* _TO DO_:
Collect all lines below with the string "Abril".
------ RECORDS FOR THE TASK
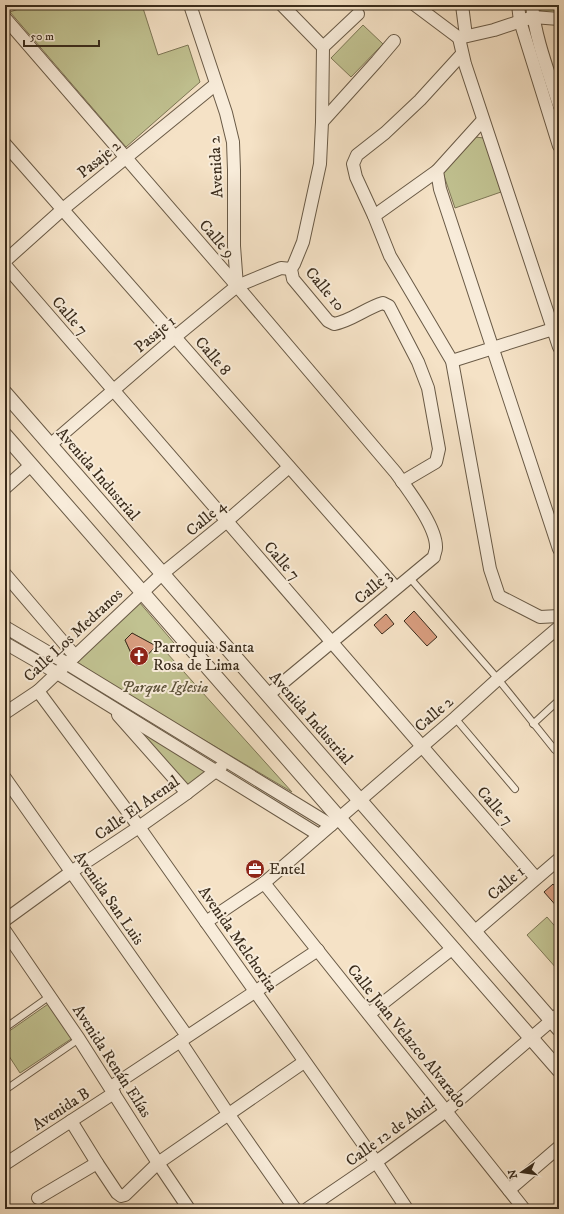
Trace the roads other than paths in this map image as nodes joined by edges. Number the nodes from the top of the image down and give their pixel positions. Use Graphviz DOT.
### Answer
graph roads {
  1 [pos="190,5"];
  2 [pos="282,5"];
  3 [pos="415,5"];
  4 [pos="462,5"];
  5 [pos="518,5"];
  6 [pos="532,11"];
  7 [pos="358,14"];
  8 [pos="5,18"];
  9 [pos="559,19"];
  10 [pos="520,21"];
  11 [pos="462,37"];
  12 [pos="394,41"];
  13 [pos="324,47"];
  14 [pos="462,54"];
  15 [pos="216,84"];
  16 [pos="559,104"];
  17 [pos="483,120"];
  18 [pos="322,122"];
  19 [pos="5,144"];
  20 [pos="559,146"];
  21 [pos="126,158"];
  22 [pos="438,171"];
  23 [pos="62,209"];
  24 [pos="374,216"];
  25 [pos="5,261"];
  26 [pos="5,264"];
  27 [pos="291,269"];
  28 [pos="236,286"];
  29 [pos="556,328"];
  30 [pos="175,337"];
  31 [pos="559,347"];
  32 [pos="493,348"];
  33 [pos="452,361"];
  34 [pos="114,390"];
  35 [pos="5,393"];
  36 [pos="5,435"];
  37 [pos="50,445"];
  38 [pos="31,465"];
  39 [pos="289,467"];
  40 [pos="402,482"];
  41 [pos="5,488"];
  42 [pos="227,521"];
  43 [pos="559,549"];
  44 [pos="5,574"];
  45 [pos="162,574"];
  46 [pos="409,577"];
  47 [pos="396,588"];
  48 [pos="142,592"];
  49 [pos="559,616"];
  50 [pos="5,627"];
  51 [pos="559,627"];
  52 [pos="332,642"];
  53 [pos="5,643"];
  54 [pos="71,659"];
  55 [pos="57,673"];
  56 [pos="498,678"];
  57 [pos="38,691"];
  58 [pos="268,696"];
  59 [pos="559,700"];
  60 [pos="110,705"];
  61 [pos="5,713"];
  62 [pos="455,718"];
  63 [pos="533,724"];
  64 [pos="422,746"];
  65 [pos="559,752"];
  66 [pos="228,762"];
  67 [pos="216,771"];
  68 [pos="5,778"];
  69 [pos="515,789"];
  70 [pos="187,793"];
  71 [pos="360,800"];
  72 [pos="335,821"];
  73 [pos="139,827"];
  74 [pos="319,836"];
  75 [pos="559,859"];
  76 [pos="71,872"];
  77 [pos="536,878"];
  78 [pos="264,883"];
  79 [pos="5,920"];
  80 [pos="206,922"];
  81 [pos="5,931"];
  82 [pos="474,932"];
  83 [pos="452,948"];
  84 [pos="318,950"];
  85 [pos="255,992"];
  86 [pos="50,996"];
  87 [pos="368,1014"];
  88 [pos="548,1026"];
  89 [pos="5,1028"];
  90 [pos="184,1038"];
  91 [pos="79,1039"];
  92 [pos="304,1062"];
  93 [pos="559,1070"];
  94 [pos="5,1090"];
  95 [pos="113,1090"];
  96 [pos="446,1111"];
  97 [pos="230,1115"];
  98 [pos="71,1121"];
  99 [pos="559,1147"];
  100 [pos="376,1162"];
  101 [pos="97,1163"];
  102 [pos="5,1164"];
  103 [pos="158,1164"];
  104 [pos="509,1190"];
  105 [pos="38,1198"];
  106 [pos="189,1209"];
  107 [pos="295,1209"];
  108 [pos="307,1209"];
  109 [pos="407,1209"];
  110 [pos="524,1209"];
  1 -- 15 [label="street, Avenida 2"];
  2 -- 13 [label="street"];
  3 -- 11 [label="street"];
  4 -- 11 [label="street"];
  5 -- 10 [label="street"];
  6 -- 9 [label="street"];
  6 -- 10 [label="street"];
  6 -- 16 [label="street"];
  7 -- 13 [label="street"];
  8 -- 21 [label="street, Calle 9"];
  10 -- 11 [label="street"];
  10 -- 20 [label="street"];
  11 -- 14 [label="street"];
  12 -- 18 [label="street"];
  13 -- 18 [label="street, Calle 10"];
  14 -- 17 [label="street"];
  14 -- 24 [label="street"];
  15 -- 21 [label="street, Pasaje 2"];
  15 -- 28 [label="street, Avenida 2"];
  17 -- 22 [label="street"];
  17 -- 29 [label="street"];
  18 -- 27 [label="street, Calle 10"];
  19 -- 23 [label="street, Calle 8"];
  21 -- 23 [label="street, Pasaje 2"];
  21 -- 28 [label="street, Calle 9"];
  22 -- 24 [label="street"];
  22 -- 32 [label="street"];
  23 -- 25 [label="street, Pasaje 2"];
  23 -- 30 [label="street, Calle 8"];
  24 -- 33 [label="street"];
  26 -- 34 [label="street, Calle 7"];
  27 -- 28 [label="street, Pasaje 1"];
  27 -- 40 [label="street, Calle 10"];
  28 -- 30 [label="street, Pasaje 1"];
  28 -- 40 [label="street, Calle 9"];
  29 -- 31 [label="street"];
  29 -- 32 [label="street"];
  30 -- 34 [label="street, Pasaje 1"];
  30 -- 39 [label="street, Calle 8"];
  32 -- 33 [label="street"];
  32 -- 43 [label="street"];
  33 -- 49 [label="street"];
  34 -- 37 [label="street, Pasaje 1"];
  34 -- 42 [label="street, Calle 7"];
  35 -- 37 [label="street, Avenida Industrial"];
  36 -- 38 [label="street, Avenida Industrial"];
  37 -- 45 [label="street, Avenida Industrial"];
  38 -- 41 [label="street"];
  38 -- 48 [label="street, Avenida Industrial"];
  39 -- 42 [label="street, Calle 4"];
  39 -- 47 [label="street, Calle 8"];
  40 -- 46 [label="street, Calle 3"];
  42 -- 45 [label="street, Calle 4"];
  42 -- 52 [label="street, Calle 7"];
  44 -- 54 [label="street"];
  45 -- 48 [label="street, Calle 4"];
  45 -- 58 [label="street, Avenida Industrial"];
  46 -- 47 [label="street, Calle 3"];
  46 -- 56 [label="lane"];
  47 -- 52 [label="street, Calle 3"];
  48 -- 54 [label="street, Calle Los Medranos"];
  48 -- 72 [label="street, Avenida Industrial"];
  50 -- 54 [label="street"];
  51 -- 56 [label="street, Calle 2"];
  52 -- 58 [label="street, Calle 3"];
  52 -- 64 [label="street, Calle 7"];
  53 -- 55 [label="street"];
  54 -- 55 [label="street, Calle Los Medranos"];
  54 -- 66 [label="street"];
  55 -- 57 [label="street, Calle Los Medranos"];
  55 -- 60 [label="street"];
  56 -- 62 [label="street, Calle 2"];
  56 -- 63 [label="lane"];
  57 -- 61 [label="street, Calle Los Medranos"];
  57 -- 73 [label="street, Avenida Melchorita"];
  58 -- 71 [label="street, Avenida Industrial"];
  59 -- 63 [label="lane"];
  60 -- 67 [label="street"];
  60 -- 70 [label="street"];
  62 -- 64 [label="street, Calle 2"];
  62 -- 69 [label="lane"];
  63 -- 65 [label="lane"];
  64 -- 71 [label="street, Calle 2"];
  64 -- 77 [label="street, Calle 7"];
  66 -- 67 [label="street, Calle El Arenal"];
  66 -- 72 [label="street"];
  67 -- 70 [label="street, Calle El Arenal"];
  67 -- 74 [label="street"];
  68 -- 76 [label="street, Avenida San Luis"];
  70 -- 73 [label="street, Calle El Arenal"];
  71 -- 72 [label="street, Calle 2"];
  71 -- 82 [label="street, Avenida Industrial"];
  72 -- 74 [label="street, Calle 2"];
  72 -- 83 [label="street, Avenida Industrial"];
  73 -- 76 [label="street, Calle El Arenal"];
  73 -- 80 [label="street, Avenida Melchorita"];
  74 -- 78 [label="street, Calle 2"];
  75 -- 77 [label="street, Calle 1"];
  76 -- 79 [label="street, Calle El Arenal"];
  76 -- 90 [label="street, Avenida San Luis"];
  77 -- 82 [label="street, Calle 1"];
  78 -- 80 [label="street, Calle 2"];
  78 -- 84 [label="street, Calle Juan Velazco Alvarado"];
  80 -- 85 [label="street, Avenida Melchorita"];
  81 -- 86 [label="street, Avenida Renán Elías"];
  82 -- 88 [label="street, Avenida Industrial"];
  83 -- 87 [label="street"];
  83 -- 88 [label="street, Avenida Industrial"];
  84 -- 85 [label="street, Avenida B"];
  84 -- 87 [label="street, Calle Juan Velazco Alvarado"];
  85 -- 90 [label="street, Avenida B"];
  85 -- 92 [label="street, Avenida Melchorita"];
  86 -- 89 [label="lane"];
  86 -- 91 [label="street, Avenida Renán Elías"];
  87 -- 96 [label="street, Calle Juan Velazco Alvarado"];
  88 -- 93 [label="street, Avenida Industrial"];
  88 -- 96 [label="street, Calle 12 de Abril"];
  90 -- 95 [label="street, Avenida B"];
  90 -- 97 [label="street, Avenida San Luis"];
  91 -- 94 [label="lane"];
  91 -- 95 [label="street, Avenida Renán Elías"];
  92 -- 97 [label="street"];
  92 -- 100 [label="street, Avenida Melchorita"];
  95 -- 98 [label="street, Avenida B"];
  95 -- 103 [label="street, Avenida Renán Elías"];
  96 -- 100 [label="street, Calle 12 de Abril"];
  96 -- 104 [label="street, Calle Juan Velazco Alvarado"];
  97 -- 103 [label="street"];
  97 -- 107 [label="street, Avenida San Luis"];
  98 -- 101 [label="street"];
  98 -- 102 [label="street, Avenida B"];
  99 -- 104 [label="street"];
  100 -- 108 [label="street, Calle 12 de Abril"];
  100 -- 109 [label="street, Avenida Melchorita"];
  101 -- 103 [label="street"];
  101 -- 105 [label="street"];
  103 -- 106 [label="street, Avenida Renán Elías"];
  104 -- 110 [label="street, Calle Juan Velazco Alvarado"];
}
------------
* _EXERCISE ANSWER_:
  88 -- 96 [label="street, Calle 12 de Abril"];
  96 -- 100 [label="street, Calle 12 de Abril"];
  100 -- 108 [label="street, Calle 12 de Abril"];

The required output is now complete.